Sa situation a néanmoins changé dans l'intervalle: comme il l'a exposé avec conviction, le recourant ne disposait plus, au début du mois de décembre 2003, que de liquidités représentant 5'500 fr. en chiffres ronds. Bien qu'interpellé par le juge instructeur à se prononcer sur les explications documentées du recourant, l'office a déclaré maintenir ses déterminations du 11 novembre 2003. Pourtant, l'art. 25 lit. b LAE prévoit que le bénéficiaire d'une bourse peut, au cours de la période pour laquelle elle lui est octroyée, "… demander l'augmentation de l'allocation si un changement de sa situation est propre à en rendre le montant insuffisant". Ce principe s'applique pleinement en l'espèce: le Tribunal administratif constate que la fortune du recourant est désormais nettement inférieure à la franchise aménagée par le barème, conformément à l'art. 7a RAE. Partant, l'intéressé a droit à une bourse complète.
5. Pour calculer le montant de cette bourse, l'office ne peut pas se référer au forfait mentionné dans le barème: le tribunal de céans a en effet jugé à de nombreuses reprises que la limitation forfaitaire du montant des bourses était contraire à la loi. En effet, dans la mesure où le soutien de l'Etat doit être suffisant pour supprimer tout obstacle financier à la poursuite des études (art. 2 LAF) on ne voit pas ce qui permettrait au Conseil d'Etat de déroger, dans ses directives, à la disposition précitée ainsi qu'aux règles ordinaires d'évaluation de la capacité financière du calcul des bourses d'études (v. parmi d'autres arrêts TA BO 2001/0082 et 2002/0147).

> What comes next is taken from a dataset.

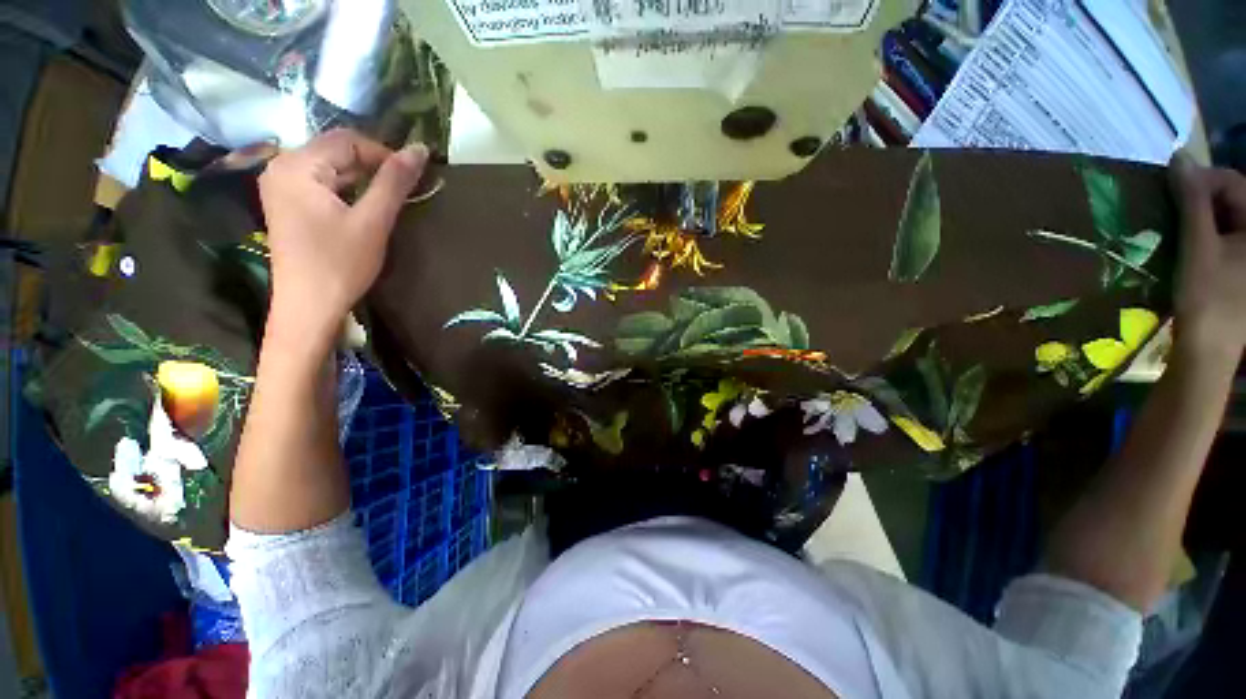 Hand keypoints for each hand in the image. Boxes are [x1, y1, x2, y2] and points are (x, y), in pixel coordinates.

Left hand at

Par conséquent, la décision entreprise sera annulée et le dossier retourné à l'office pour qu'il calcule le montant de la bourse à laquelle a droit le recourant, en tenant compte des principes dégagés par la jurisprudence du Tribunal administratif.
6. Le recours étant admis, la présente décision sera rendue sans frais.
Par ces motifs
le Tribunal administratif
arrête:
I. Le recours est admis.
II. La décision de l'Office cantonal des bourses d'études et d'apprentissage du 19 septembre 2003 est annulée, le dossier étant retourné à l'autorité intimée pour qu'elle calcule le montant de la bourse a laquelle a droit X.________, conformément aux considérants du présent arrêt.
III. L'arrêt est rendu sans frais, l'avance de 100 fr. effectuée par X.________ lui étant restituée.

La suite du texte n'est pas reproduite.